Just as you're getting used to being home with your baby and your work life feels like a distant memory, you realize that your maternity leave is coming to an end. The thought of waking up at 6 a.m. and racing off to a job after being up all night with a crying baby seems impossible. And then there's the guilt: How can you spend so much time away from your infant?
No matter how long and hard you've thought about your decision to return to work, and how sure you are that it's the right choice, you need to be prepared for mixed emotions. "You might feel guilty about leaving your baby in someone else's care -- or you might feel guilty about being eager to go back to your old life," says Karol Ladd, coauthor of The Frazzled Factor: Relief for Working Moms. Although you'll inevitably encounter a few bumps along the way, these five tips will make heading back to work a little less stressful.
It's bound to take a while to learn to balance your new roles -- and you'll do so more quickly if your daily routine is efficient and well organized. The best way to make sure your new schedule will work? Do a couple of practice runs the week before you're due back at the office. If possible, arrange for your child care to start a week or so early so that you can try out your routine -- and get used to parting with your baby. Make sure you set your alarm extra early your first week back to give yourself time to work out any kinks in your schedule. And don't forget to come up with a good backup plan for days when your baby (or your babysitter) is sick.
One of the biggest complaints of working moms is sheer exhaustion -- and when you're overtired it's much easier to fall to pieces. Your own sleep needs should take priority over doing another load of laundry or cleaning up the kitchen. And have your husband pitch in whenever possible. Because you'll be getting up so early, you should aim to get to bed earlier too. Sticking to a 9 p.m. bedtime helped Heather Hill, of DeWitt, Michigan, get enough rest before her son Connor was sleeping through the night. "I woke up for the 2 a.m. feeding, and by that time, I'd had about five hours of sleep with a few more hours still ahead," says the mother of Sean, 6 years, and Connor, 10 months.
You've probably made a handful of new "mom friends" while on leave. Don't put those friendships on the back burner once you start working. "Relationships with other moms are vital," says Ladd. "You need them for emotional support." Aim for regular weekend get-togethers. Gina Yager, mother of 5-month-old Mia, made it a point not to lose touch with her new friends when she went back to work. "On Saturdays, I'll meet the girls and their babies at a coffee shop, and I've also joined a 'mom and baby' yoga class," says the mom from Henderson, Nevada. "And I stay in touch during the week through our online support group."

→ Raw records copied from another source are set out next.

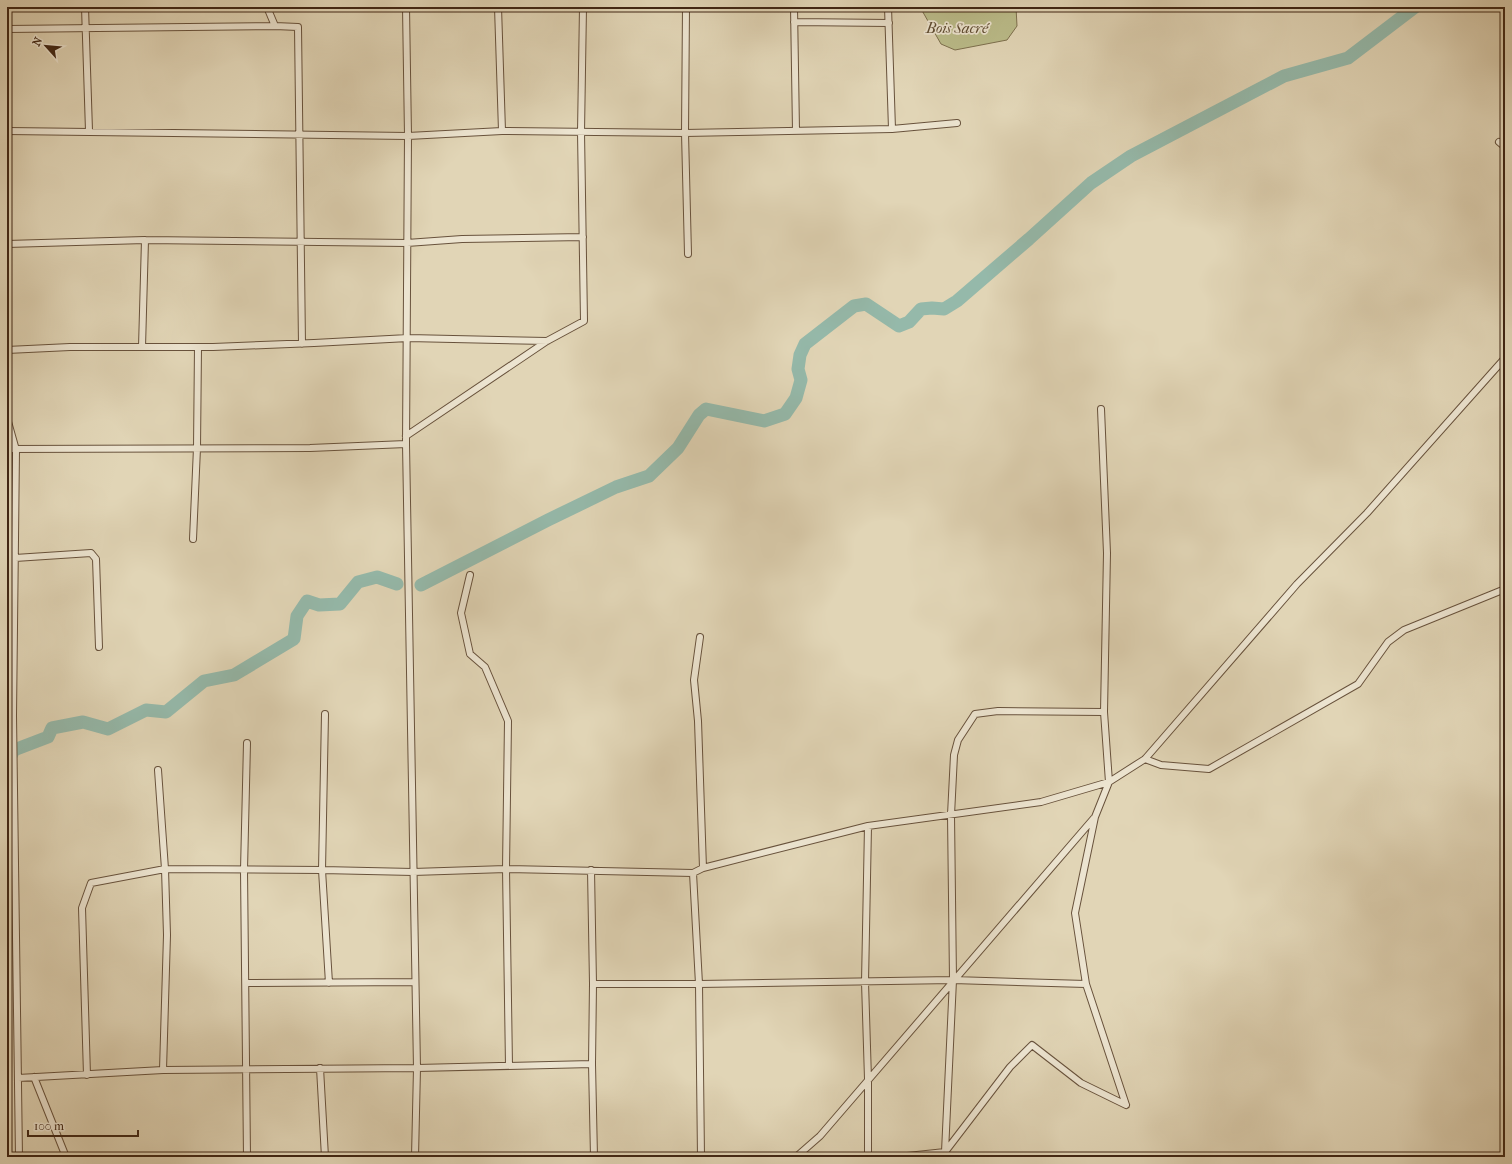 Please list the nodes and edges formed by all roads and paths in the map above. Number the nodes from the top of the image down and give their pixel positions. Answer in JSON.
{"nodes":[{"id":1,"x":86,"y":7,"type":"edge"},
{"id":2,"x":268,"y":7,"type":"edge"},
{"id":3,"x":406,"y":7,"type":"edge"},
{"id":4,"x":498,"y":7,"type":"edge"},
{"id":5,"x":583,"y":7,"type":"edge"},
{"id":6,"x":686,"y":7,"type":"edge"},
{"id":7,"x":794,"y":7,"type":"edge"},
{"id":8,"x":888,"y":7,"type":"edge"},
{"id":9,"x":794,"y":22,"type":"junction"},
{"id":10,"x":888,"y":23,"type":"junction"},
{"id":11,"x":275,"y":26,"type":"junction"},
{"id":12,"x":86,"y":28,"type":"junction"},
{"id":13,"x":7,"y":29,"type":"edge"},
{"id":14,"x":957,"y":124,"type":"dead end"},
{"id":15,"x":892,"y":129,"type":"junction"},
{"id":16,"x":7,"y":131,"type":"edge"},
{"id":17,"x":502,"y":131,"type":"junction"},
{"id":18,"x":796,"y":131,"type":"junction"},
{"id":19,"x":89,"y":132,"type":"junction"},
{"id":20,"x":581,"y":132,"type":"junction"},
{"id":21,"x":685,"y":133,"type":"junction"},
{"id":22,"x":299,"y":134,"type":"junction"},
{"id":23,"x":408,"y":136,"type":"junction"},
{"id":24,"x":1499,"y":142,"type":"dead end"},
{"id":25,"x":1505,"y":147,"type":"edge"},
{"id":26,"x":583,"y":237,"type":"junction"},
{"id":27,"x":145,"y":240,"type":"junction"},
{"id":28,"x":301,"y":242,"type":"junction"},
{"id":29,"x":407,"y":243,"type":"junction"},
{"id":30,"x":7,"y":244,"type":"edge"},
{"id":31,"x":688,"y":254,"type":"dead end"},
{"id":32,"x":408,"y":338,"type":"junction"},
{"id":33,"x":547,"y":341,"type":"junction"},
{"id":34,"x":302,"y":344,"type":"junction"},
{"id":35,"x":142,"y":347,"type":"junction"},
{"id":36,"x":198,"y":347,"type":"junction"},
{"id":37,"x":7,"y":350,"type":"edge"},
{"id":38,"x":1505,"y":358,"type":"edge"},
{"id":39,"x":1101,"y":409,"type":"dead end"},
{"id":40,"x":7,"y":418,"type":"edge"},
{"id":41,"x":406,"y":436,"type":"junction"},
{"id":42,"x":406,"y":444,"type":"junction"},
{"id":43,"x":197,"y":448,"type":"junction"},
{"id":44,"x":7,"y":449,"type":"edge"},
{"id":45,"x":16,"y":450,"type":"junction"},
{"id":46,"x":15,"y":526,"type":"junction"},
{"id":47,"x":7,"y":528,"type":"edge"},
{"id":48,"x":193,"y":539,"type":"dead end"},
{"id":49,"x":15,"y":558,"type":"junction"},
{"id":50,"x":470,"y":575,"type":"dead end"},
{"id":51,"x":1505,"y":589,"type":"edge"},
{"id":52,"x":700,"y":637,"type":"dead end"},
{"id":53,"x":99,"y":646,"type":"dead end"},
{"id":54,"x":1104,"y":712,"type":"junction"},
{"id":55,"x":325,"y":714,"type":"dead end"},
{"id":56,"x":246,"y":743,"type":"dead end"},
{"id":57,"x":1145,"y":760,"type":"junction"},
{"id":58,"x":158,"y":770,"type":"dead end"},
{"id":59,"x":1109,"y":782,"type":"junction"},
{"id":60,"x":951,"y":815,"type":"junction"},
{"id":61,"x":1095,"y":817,"type":"junction"},
{"id":62,"x":868,"y":826,"type":"junction"},
{"id":63,"x":703,"y":868,"type":"junction"},
{"id":64,"x":506,"y":869,"type":"junction"},
{"id":65,"x":164,"y":870,"type":"junction"},
{"id":66,"x":244,"y":870,"type":"junction"},
{"id":67,"x":322,"y":870,"type":"junction"},
{"id":68,"x":591,"y":870,"type":"junction"},
{"id":69,"x":413,"y":872,"type":"junction"},
{"id":70,"x":693,"y":873,"type":"junction"},
{"id":71,"x":953,"y":980,"type":"junction"},
{"id":72,"x":414,"y":982,"type":"junction"},
{"id":73,"x":865,"y":982,"type":"junction"},
{"id":74,"x":246,"y":983,"type":"junction"},
{"id":75,"x":329,"y":983,"type":"junction"},
{"id":76,"x":593,"y":984,"type":"junction"},
{"id":77,"x":699,"y":984,"type":"junction"},
{"id":78,"x":1086,"y":984,"type":"junction"},
{"id":79,"x":592,"y":1064,"type":"junction"},
{"id":80,"x":509,"y":1066,"type":"junction"},
{"id":81,"x":320,"y":1068,"type":"junction"},
{"id":82,"x":417,"y":1068,"type":"junction"},
{"id":83,"x":246,"y":1069,"type":"junction"},
{"id":84,"x":163,"y":1070,"type":"junction"},
{"id":85,"x":87,"y":1075,"type":"junction"},
{"id":86,"x":34,"y":1077,"type":"junction"},
{"id":87,"x":18,"y":1078,"type":"junction"},
{"id":88,"x":868,"y":1079,"type":"junction"},
{"id":89,"x":945,"y":1152,"type":"junction"},
{"id":90,"x":19,"y":1157,"type":"edge"},
{"id":91,"x":66,"y":1157,"type":"edge"},
{"id":92,"x":247,"y":1157,"type":"edge"},
{"id":93,"x":325,"y":1157,"type":"edge"},
{"id":94,"x":415,"y":1157,"type":"edge"},
{"id":95,"x":594,"y":1157,"type":"edge"},
{"id":96,"x":686,"y":1157,"type":"edge"},
{"id":97,"x":701,"y":1157,"type":"edge"},
{"id":98,"x":739,"y":1157,"type":"edge"},
{"id":99,"x":796,"y":1157,"type":"edge"},
{"id":100,"x":868,"y":1157,"type":"edge"},
{"id":101,"x":898,"y":1157,"type":"edge"}],
"edges":[{"from":1,"to":12,"type":"street"},
{"from":2,"to":11,"type":"street"},
{"from":3,"to":23,"type":"street"},
{"from":4,"to":17,"type":"street"},
{"from":5,"to":20,"type":"street"},
{"from":6,"to":21,"type":"street"},
{"from":7,"to":9,"type":"street"},
{"from":8,"to":10,"type":"street"},
{"from":9,"to":10,"type":"street"},
{"from":9,"to":18,"type":"street"},
{"from":10,"to":15,"type":"street"},
{"from":11,"to":12,"type":"street"},
{"from":11,"to":22,"type":"street"},
{"from":12,"to":13,"type":"street"},
{"from":12,"to":19,"type":"street"},
{"from":14,"to":15,"type":"street"},
{"from":15,"to":18,"type":"street"},
{"from":16,"to":19,"type":"street"},
{"from":17,"to":20,"type":"street"},
{"from":17,"to":23,"type":"street"},
{"from":18,"to":21,"type":"street"},
{"from":19,"to":22,"type":"street"},
{"from":20,"to":21,"type":"street"},
{"from":20,"to":26,"type":"street"},
{"from":21,"to":31,"type":"street"},
{"from":22,"to":23,"type":"street"},
{"from":22,"to":28,"type":"street"},
{"from":23,"to":29,"type":"street"},
{"from":24,"to":25,"type":"street"},
{"from":26,"to":29,"type":"street"},
{"from":26,"to":33,"type":"street"},
{"from":27,"to":28,"type":"street"},
{"from":27,"to":30,"type":"street"},
{"from":27,"to":35,"type":"street"},
{"from":28,"to":29,"type":"street"},
{"from":28,"to":34,"type":"street"},
{"from":29,"to":32,"type":"street"},
{"from":32,"to":33,"type":"street"},
{"from":32,"to":34,"type":"street"},
{"from":32,"to":41,"type":"street"},
{"from":33,"to":41,"type":"street"},
{"from":34,"to":36,"type":"street"},
{"from":35,"to":36,"type":"street"},
{"from":35,"to":37,"type":"street"},
{"from":36,"to":43,"type":"street"},
{"from":38,"to":57,"type":"street"},
{"from":39,"to":54,"type":"street"},
{"from":40,"to":45,"type":"street"},
{"from":41,"to":42,"type":"street"},
{"from":42,"to":43,"type":"street"},
{"from":42,"to":69,"type":"street"},
{"from":43,"to":45,"type":"street"},
{"from":43,"to":48,"type":"street"},
{"from":44,"to":45,"type":"street"},
{"from":45,"to":46,"type":"street"},
{"from":46,"to":47,"type":"street"},
{"from":46,"to":49,"type":"street"},
{"from":49,"to":53,"type":"street"},
{"from":49,"to":87,"type":"street"},
{"from":50,"to":64,"type":"street"},
{"from":51,"to":57,"type":"street"},
{"from":52,"to":63,"type":"street"},
{"from":54,"to":59,"type":"street"},
{"from":54,"to":60,"type":"street"},
{"from":55,"to":67,"type":"street"},
{"from":56,"to":66,"type":"street"},
{"from":57,"to":59,"type":"street"},
{"from":58,"to":65,"type":"street"},
{"from":59,"to":60,"type":"street"},
{"from":59,"to":61,"type":"street"},
{"from":60,"to":62,"type":"street"},
{"from":60,"to":71,"type":"street"},
{"from":61,"to":71,"type":"street"},
{"from":61,"to":78,"type":"street"},
{"from":62,"to":63,"type":"street"},
{"from":62,"to":73,"type":"street"},
{"from":63,"to":70,"type":"street"},
{"from":64,"to":68,"type":"street"},
{"from":64,"to":69,"type":"street"},
{"from":64,"to":80,"type":"street"},
{"from":65,"to":66,"type":"street"},
{"from":65,"to":84,"type":"street"},
{"from":65,"to":85,"type":"street"},
{"from":66,"to":67,"type":"street"},
{"from":66,"to":74,"type":"street"},
{"from":67,"to":69,"type":"street"},
{"from":67,"to":75,"type":"street"},
{"from":68,"to":70,"type":"street"},
{"from":68,"to":76,"type":"street"},
{"from":69,"to":72,"type":"street"},
{"from":70,"to":77,"type":"street"},
{"from":71,"to":73,"type":"street"},
{"from":71,"to":78,"type":"street"},
{"from":71,"to":88,"type":"street"},
{"from":71,"to":89,"type":"street"},
{"from":72,"to":75,"type":"street"},
{"from":72,"to":82,"type":"street"},
{"from":73,"to":77,"type":"street"},
{"from":73,"to":88,"type":"street"},
{"from":74,"to":75,"type":"street"},
{"from":74,"to":83,"type":"street"},
{"from":76,"to":77,"type":"street"},
{"from":76,"to":79,"type":"street"},
{"from":77,"to":97,"type":"street"},
{"from":78,"to":89,"type":"street"},
{"from":79,"to":80,"type":"street"},
{"from":79,"to":95,"type":"street"},
{"from":80,"to":82,"type":"street"},
{"from":81,"to":82,"type":"street"},
{"from":81,"to":83,"type":"street"},
{"from":81,"to":93,"type":"street"},
{"from":82,"to":94,"type":"street"},
{"from":83,"to":84,"type":"street"},
{"from":83,"to":92,"type":"street"},
{"from":84,"to":85,"type":"street"},
{"from":85,"to":86,"type":"street"},
{"from":86,"to":87,"type":"street"},
{"from":86,"to":91,"type":"street"},
{"from":87,"to":90,"type":"street"},
{"from":88,"to":99,"type":"street"},
{"from":88,"to":100,"type":"street"},
{"from":89,"to":101,"type":"street"},
{"from":96,"to":97,"type":"street"},
{"from":97,"to":98,"type":"street"}]}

Although you might feel like an absolute wreck when you're at your desk -- worrying about your baby, feeling physically and mentally exhausted, being daunted by the piles of work that have built up in your absence -- don't let your boss think you're off your game. Keep your concerns to yourself, and avoid venting to your coworkers. Remember, your new juggling act might even make you more productive. "I'm a better boss now that I'm a mom," says Sue Hermann, of Denver, mother of Sarah, 3, and Sophie, 10 months. "I'm more willing to delegate, more able to think outside of the box, and definitely better able to multitask."
In your first few months back on the job, you will undoubtedly encounter days when you decide that you can't manage and need to quit. But stick with it -- at least for a while. Experts say most moms need time to get used to a new routine. If after a few months you're still unable to cope, think about asking your boss for a flex schedule that lets you work from home one or two days a week, or for a part-time arrangement. Come up with a concrete plan before approaching your boss. "But be prepared for the possibility that your boss will reject your proposal and give you an all-or-nothing ultimatum," warns Donna Lenhoff, JD, a Washington, D.C., lawyer who specializes in work-family issues. If that's the case, maybe it's time to consider whether this job is right for you. "Your goal," says Ladd, "is to find a healthy balance that works for you, your career, and your family."
If you're planning to continue nursing, you'll need to get the pumping routine down well before your return to work.
Start pumping and freezing the milk a month before you're due back on the job. You'll get in the habit of pumping and build up an emergency supply.
Let someone else bottle-feed your baby. "He needs to get used to being fed by someone besides his mother," says Kathy Baker, Peer Counselor Program training administrator at La Leche League International.
Talk to your boss to come up with a pumping schedule that works for both of you. You might suggest dividing your lunch hour into pumping sessions: You'll need to take 15- or 20-minute breaks two to three times a day.
Find a private location. "If your company doesn't have a designated lactation room, perhaps there's an empty office or conference room that you could use to pump," suggests Baker. "Some women get creative and hang a curtain around the outside of their cubicle when no privacy is available."
"Unless you have a contract that specifically states you'll return to work on a set date -- which can happen in some union or high-profile jobs -- you can decide to quit whenever you choose," says attorney Donna Lenhoff of the National Employment Lawyers Association. Though your employer does have the right to take you to court to get back the health-insurance premiums and wages paid during your maternity leave, Lenhoff says that this rarely happens. As for the best time to give your boss notice, the sooner, the better.